Excerpts from a dataset
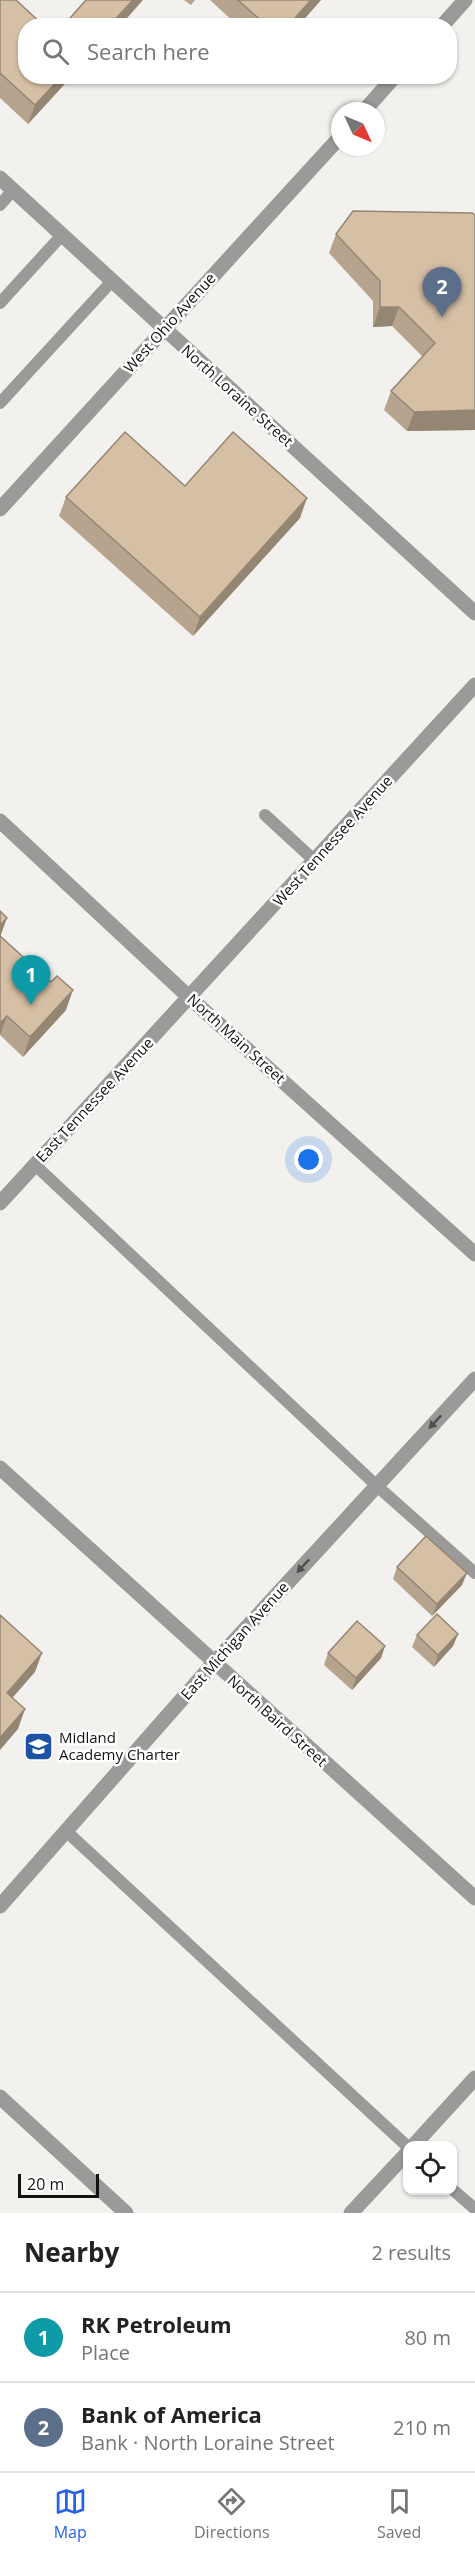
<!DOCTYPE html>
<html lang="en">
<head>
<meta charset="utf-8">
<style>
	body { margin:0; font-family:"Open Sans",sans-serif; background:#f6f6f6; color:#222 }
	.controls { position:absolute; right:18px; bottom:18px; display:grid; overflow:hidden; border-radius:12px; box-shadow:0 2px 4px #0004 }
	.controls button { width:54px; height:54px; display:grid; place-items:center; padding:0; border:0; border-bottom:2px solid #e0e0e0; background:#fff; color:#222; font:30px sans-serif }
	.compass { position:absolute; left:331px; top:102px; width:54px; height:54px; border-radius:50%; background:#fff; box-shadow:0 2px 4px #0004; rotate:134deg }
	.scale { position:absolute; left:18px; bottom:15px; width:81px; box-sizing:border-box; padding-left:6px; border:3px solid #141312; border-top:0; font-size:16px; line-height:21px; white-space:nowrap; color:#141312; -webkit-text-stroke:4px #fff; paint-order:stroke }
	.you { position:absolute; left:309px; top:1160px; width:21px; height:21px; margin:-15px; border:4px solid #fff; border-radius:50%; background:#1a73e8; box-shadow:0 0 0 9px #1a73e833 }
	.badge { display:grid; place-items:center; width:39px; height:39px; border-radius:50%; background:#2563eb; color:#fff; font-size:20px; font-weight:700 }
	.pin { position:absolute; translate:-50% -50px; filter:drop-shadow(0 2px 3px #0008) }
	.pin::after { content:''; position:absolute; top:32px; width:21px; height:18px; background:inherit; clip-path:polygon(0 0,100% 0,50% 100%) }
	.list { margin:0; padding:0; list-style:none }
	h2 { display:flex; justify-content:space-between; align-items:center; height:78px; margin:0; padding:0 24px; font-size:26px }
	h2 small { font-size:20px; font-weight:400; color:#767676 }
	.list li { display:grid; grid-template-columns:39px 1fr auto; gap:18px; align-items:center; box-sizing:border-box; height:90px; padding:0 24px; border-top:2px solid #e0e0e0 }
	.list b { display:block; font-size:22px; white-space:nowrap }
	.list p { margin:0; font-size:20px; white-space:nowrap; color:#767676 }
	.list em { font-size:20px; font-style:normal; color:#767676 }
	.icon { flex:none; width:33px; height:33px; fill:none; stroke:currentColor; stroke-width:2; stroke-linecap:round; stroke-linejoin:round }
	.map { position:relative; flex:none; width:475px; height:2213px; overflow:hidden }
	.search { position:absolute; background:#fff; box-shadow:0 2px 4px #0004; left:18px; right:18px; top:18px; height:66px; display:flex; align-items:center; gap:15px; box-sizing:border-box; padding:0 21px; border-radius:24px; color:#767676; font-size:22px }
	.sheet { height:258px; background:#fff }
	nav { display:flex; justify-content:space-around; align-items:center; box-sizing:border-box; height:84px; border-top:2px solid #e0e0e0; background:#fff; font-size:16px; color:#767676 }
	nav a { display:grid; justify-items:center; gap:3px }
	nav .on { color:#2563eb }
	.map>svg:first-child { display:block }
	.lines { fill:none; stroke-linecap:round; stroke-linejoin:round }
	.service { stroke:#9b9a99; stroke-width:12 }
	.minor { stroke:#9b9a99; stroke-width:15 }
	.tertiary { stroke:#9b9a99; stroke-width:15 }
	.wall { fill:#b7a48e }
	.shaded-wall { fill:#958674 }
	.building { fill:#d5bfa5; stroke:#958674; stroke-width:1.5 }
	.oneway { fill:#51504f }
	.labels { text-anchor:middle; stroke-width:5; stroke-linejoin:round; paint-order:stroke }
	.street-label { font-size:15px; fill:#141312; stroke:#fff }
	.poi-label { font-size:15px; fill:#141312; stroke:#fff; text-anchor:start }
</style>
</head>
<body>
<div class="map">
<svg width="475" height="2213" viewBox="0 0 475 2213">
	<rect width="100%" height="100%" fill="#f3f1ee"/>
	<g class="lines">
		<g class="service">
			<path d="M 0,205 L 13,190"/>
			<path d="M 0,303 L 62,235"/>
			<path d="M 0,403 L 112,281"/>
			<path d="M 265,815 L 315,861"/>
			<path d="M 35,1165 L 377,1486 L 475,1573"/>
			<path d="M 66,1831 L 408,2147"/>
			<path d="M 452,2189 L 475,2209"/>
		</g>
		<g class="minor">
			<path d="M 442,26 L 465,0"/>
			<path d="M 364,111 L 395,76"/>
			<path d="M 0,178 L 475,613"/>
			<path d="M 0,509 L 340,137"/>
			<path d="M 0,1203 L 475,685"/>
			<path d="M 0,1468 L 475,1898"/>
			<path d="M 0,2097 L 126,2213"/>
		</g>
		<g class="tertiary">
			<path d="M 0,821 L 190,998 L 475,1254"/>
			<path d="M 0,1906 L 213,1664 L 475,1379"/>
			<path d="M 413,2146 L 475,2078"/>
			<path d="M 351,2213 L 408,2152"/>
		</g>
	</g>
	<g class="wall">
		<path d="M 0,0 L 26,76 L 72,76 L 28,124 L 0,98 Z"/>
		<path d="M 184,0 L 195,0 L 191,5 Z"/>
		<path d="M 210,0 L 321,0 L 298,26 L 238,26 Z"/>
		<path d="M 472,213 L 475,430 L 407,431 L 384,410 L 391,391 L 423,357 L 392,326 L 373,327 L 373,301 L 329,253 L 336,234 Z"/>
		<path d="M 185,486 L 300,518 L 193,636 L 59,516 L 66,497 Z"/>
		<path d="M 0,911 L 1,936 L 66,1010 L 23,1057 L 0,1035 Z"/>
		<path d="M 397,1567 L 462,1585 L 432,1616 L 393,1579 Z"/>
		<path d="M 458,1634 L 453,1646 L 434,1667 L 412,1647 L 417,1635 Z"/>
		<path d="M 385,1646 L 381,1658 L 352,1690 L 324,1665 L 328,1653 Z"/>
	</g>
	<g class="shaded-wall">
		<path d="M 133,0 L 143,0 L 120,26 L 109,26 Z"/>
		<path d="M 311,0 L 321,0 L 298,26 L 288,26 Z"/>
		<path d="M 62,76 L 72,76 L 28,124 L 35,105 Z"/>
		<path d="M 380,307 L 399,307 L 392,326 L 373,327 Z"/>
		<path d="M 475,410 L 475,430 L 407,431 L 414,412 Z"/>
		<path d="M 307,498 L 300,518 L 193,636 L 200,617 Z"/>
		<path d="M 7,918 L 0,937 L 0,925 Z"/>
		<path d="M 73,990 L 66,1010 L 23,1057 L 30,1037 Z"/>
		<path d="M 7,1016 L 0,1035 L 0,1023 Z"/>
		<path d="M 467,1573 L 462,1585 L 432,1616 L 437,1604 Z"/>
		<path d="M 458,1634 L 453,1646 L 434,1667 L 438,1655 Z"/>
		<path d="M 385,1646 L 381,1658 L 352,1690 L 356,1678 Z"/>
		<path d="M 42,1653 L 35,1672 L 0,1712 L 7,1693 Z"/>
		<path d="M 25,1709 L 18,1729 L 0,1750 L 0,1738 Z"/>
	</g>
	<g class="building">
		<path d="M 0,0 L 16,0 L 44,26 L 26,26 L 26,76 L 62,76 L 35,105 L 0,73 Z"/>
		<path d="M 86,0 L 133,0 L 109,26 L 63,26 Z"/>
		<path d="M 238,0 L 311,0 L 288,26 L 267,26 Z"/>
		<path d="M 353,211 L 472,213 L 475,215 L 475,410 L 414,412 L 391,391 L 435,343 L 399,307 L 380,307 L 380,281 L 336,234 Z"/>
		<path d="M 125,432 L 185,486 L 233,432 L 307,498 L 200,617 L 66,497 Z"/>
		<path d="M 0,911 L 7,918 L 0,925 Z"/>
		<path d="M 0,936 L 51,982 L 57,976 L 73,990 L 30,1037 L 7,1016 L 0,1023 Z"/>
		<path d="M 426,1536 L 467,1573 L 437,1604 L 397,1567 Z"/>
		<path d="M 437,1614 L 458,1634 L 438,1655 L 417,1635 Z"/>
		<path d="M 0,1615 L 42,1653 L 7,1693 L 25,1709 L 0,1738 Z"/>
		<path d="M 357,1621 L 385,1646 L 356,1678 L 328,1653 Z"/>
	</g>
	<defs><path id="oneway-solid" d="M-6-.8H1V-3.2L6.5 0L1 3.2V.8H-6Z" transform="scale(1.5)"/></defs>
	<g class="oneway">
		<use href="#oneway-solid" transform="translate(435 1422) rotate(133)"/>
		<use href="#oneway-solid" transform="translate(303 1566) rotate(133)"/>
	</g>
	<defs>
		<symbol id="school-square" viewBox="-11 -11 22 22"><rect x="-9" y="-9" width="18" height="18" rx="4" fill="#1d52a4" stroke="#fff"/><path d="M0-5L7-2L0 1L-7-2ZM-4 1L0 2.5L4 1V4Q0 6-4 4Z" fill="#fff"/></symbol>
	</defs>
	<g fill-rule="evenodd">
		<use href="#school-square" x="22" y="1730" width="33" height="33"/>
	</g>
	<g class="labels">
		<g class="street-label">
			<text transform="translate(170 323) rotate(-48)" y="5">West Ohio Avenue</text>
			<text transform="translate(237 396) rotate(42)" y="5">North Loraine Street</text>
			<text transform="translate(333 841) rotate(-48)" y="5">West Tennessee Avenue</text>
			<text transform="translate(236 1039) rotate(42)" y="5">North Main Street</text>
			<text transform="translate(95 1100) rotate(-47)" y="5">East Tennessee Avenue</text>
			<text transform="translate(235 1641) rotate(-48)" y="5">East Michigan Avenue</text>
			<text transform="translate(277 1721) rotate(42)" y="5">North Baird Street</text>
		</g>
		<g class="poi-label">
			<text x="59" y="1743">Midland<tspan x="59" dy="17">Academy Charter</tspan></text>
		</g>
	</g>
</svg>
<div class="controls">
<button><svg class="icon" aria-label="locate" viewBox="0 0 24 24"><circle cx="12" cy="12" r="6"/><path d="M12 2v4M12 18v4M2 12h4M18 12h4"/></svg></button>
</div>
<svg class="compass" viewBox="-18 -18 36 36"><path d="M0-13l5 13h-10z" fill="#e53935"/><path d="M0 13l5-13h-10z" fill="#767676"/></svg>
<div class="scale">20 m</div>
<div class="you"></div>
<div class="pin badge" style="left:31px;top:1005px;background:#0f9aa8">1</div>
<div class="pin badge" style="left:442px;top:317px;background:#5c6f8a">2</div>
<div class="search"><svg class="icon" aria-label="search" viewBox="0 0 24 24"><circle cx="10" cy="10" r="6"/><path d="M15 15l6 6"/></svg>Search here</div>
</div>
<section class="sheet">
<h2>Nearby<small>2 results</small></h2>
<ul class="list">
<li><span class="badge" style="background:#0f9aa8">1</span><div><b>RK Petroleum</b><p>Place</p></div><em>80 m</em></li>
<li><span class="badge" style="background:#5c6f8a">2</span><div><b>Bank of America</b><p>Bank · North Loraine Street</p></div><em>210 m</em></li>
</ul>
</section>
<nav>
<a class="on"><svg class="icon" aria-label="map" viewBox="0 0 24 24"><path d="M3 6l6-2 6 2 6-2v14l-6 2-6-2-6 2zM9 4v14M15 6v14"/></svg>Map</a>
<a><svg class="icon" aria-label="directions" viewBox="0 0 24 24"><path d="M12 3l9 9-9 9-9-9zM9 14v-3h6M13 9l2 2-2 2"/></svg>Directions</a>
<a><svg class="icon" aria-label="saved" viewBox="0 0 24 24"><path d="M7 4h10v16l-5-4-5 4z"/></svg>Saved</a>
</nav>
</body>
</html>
---
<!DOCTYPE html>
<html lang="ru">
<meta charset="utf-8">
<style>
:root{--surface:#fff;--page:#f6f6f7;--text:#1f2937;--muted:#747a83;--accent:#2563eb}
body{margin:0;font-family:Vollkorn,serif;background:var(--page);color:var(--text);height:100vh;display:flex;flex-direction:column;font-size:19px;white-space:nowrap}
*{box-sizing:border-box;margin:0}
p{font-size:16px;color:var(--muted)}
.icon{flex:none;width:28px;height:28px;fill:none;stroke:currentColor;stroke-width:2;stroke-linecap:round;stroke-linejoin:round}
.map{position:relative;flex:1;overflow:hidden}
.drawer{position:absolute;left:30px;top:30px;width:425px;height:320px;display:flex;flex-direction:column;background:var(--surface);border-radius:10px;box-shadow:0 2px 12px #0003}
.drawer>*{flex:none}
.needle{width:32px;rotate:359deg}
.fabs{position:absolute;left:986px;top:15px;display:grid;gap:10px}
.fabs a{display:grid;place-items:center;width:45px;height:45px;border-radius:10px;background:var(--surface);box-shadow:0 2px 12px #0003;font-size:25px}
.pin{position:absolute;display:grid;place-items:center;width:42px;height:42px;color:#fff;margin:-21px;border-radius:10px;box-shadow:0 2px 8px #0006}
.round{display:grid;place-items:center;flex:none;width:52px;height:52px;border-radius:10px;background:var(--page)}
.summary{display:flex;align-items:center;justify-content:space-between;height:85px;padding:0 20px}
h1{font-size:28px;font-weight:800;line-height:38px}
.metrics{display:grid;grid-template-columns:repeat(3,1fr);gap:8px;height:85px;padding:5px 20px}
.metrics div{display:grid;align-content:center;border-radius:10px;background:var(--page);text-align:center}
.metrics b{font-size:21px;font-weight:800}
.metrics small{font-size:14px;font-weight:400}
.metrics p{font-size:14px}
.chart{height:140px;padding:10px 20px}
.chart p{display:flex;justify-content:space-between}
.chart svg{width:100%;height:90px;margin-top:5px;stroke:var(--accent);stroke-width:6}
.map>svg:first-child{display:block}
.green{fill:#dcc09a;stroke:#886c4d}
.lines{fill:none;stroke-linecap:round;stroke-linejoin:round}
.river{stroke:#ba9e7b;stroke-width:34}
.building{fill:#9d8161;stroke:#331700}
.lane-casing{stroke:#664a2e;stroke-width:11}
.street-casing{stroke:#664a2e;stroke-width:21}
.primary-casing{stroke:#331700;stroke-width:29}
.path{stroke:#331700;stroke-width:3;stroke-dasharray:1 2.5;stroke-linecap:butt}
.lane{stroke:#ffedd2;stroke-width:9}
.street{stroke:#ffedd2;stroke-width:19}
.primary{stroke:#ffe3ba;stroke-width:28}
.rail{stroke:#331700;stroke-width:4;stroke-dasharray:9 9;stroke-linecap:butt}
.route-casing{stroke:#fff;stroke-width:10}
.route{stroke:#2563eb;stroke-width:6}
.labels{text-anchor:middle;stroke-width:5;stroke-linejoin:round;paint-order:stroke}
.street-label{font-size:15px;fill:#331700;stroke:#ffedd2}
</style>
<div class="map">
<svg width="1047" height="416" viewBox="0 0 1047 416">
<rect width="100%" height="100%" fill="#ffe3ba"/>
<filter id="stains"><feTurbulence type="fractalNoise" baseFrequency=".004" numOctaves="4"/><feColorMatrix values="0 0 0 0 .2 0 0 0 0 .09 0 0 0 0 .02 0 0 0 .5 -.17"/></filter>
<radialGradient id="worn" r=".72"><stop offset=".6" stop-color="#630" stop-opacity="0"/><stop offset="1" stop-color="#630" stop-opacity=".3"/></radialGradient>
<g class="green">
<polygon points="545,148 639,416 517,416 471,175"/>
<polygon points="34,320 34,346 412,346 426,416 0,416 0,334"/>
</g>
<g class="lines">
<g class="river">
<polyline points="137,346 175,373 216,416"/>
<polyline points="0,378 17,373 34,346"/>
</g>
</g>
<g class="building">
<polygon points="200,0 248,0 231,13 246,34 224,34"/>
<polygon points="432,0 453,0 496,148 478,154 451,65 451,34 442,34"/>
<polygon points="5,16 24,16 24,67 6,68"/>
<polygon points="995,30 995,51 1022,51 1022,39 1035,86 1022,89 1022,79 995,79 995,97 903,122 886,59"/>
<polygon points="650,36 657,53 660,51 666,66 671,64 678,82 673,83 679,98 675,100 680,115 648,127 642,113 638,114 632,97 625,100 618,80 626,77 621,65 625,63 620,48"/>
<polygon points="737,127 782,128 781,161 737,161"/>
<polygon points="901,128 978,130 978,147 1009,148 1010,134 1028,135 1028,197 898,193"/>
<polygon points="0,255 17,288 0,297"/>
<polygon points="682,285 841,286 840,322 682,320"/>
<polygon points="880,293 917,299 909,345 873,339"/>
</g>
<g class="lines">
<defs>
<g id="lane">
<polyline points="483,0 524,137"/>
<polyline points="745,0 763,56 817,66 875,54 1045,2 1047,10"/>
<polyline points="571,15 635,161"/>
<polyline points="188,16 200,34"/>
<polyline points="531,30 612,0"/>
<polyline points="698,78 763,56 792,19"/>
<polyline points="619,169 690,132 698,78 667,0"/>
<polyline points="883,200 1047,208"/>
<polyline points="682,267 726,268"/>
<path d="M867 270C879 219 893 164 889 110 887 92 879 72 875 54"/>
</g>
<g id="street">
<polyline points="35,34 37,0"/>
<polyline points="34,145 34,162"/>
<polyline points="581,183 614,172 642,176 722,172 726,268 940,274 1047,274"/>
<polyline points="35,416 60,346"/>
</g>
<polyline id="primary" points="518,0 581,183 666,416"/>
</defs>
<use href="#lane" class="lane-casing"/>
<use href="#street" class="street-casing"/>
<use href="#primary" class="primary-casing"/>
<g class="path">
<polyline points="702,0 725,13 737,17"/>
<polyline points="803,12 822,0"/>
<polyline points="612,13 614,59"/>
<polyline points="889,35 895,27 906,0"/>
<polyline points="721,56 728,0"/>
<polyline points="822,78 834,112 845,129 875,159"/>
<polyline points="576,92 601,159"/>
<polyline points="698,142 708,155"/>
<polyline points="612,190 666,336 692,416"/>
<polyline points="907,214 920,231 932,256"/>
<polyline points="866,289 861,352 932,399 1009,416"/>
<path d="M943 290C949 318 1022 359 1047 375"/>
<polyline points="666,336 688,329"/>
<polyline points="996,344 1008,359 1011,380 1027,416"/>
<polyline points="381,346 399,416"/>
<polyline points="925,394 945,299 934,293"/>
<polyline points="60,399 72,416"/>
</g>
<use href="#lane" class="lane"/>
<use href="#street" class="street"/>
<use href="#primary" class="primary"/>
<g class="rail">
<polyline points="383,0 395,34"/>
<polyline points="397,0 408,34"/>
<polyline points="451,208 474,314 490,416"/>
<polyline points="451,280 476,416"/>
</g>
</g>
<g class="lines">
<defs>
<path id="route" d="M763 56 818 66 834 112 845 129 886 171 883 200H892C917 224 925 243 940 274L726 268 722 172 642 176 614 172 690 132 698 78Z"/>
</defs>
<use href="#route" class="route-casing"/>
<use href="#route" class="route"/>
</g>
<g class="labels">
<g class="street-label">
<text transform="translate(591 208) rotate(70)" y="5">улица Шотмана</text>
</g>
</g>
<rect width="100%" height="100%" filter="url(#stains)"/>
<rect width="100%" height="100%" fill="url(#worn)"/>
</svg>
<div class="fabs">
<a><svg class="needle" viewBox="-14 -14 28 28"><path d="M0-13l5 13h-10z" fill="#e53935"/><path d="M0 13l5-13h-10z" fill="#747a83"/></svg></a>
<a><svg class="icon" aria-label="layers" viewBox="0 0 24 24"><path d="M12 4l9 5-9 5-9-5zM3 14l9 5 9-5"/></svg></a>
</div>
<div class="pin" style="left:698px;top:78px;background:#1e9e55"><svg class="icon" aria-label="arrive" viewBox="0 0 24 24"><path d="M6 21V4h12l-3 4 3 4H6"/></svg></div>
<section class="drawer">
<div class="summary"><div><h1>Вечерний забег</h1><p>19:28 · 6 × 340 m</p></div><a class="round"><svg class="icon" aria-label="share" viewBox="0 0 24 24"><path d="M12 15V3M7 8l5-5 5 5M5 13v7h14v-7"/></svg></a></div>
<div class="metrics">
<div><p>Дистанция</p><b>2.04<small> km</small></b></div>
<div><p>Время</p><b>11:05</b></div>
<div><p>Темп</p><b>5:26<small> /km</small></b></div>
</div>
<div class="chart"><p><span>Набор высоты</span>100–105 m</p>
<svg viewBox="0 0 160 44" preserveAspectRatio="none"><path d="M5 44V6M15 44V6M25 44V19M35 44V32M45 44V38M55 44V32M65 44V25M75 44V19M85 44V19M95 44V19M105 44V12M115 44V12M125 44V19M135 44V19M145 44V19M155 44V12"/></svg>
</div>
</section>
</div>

▶ **Activity**: Wherever a line in the entries holds "html", copy that line.

▶ **Exercise solution**:
<!DOCTYPE html>
<html lang="en">
</html>
<!DOCTYPE html>
<html lang="ru">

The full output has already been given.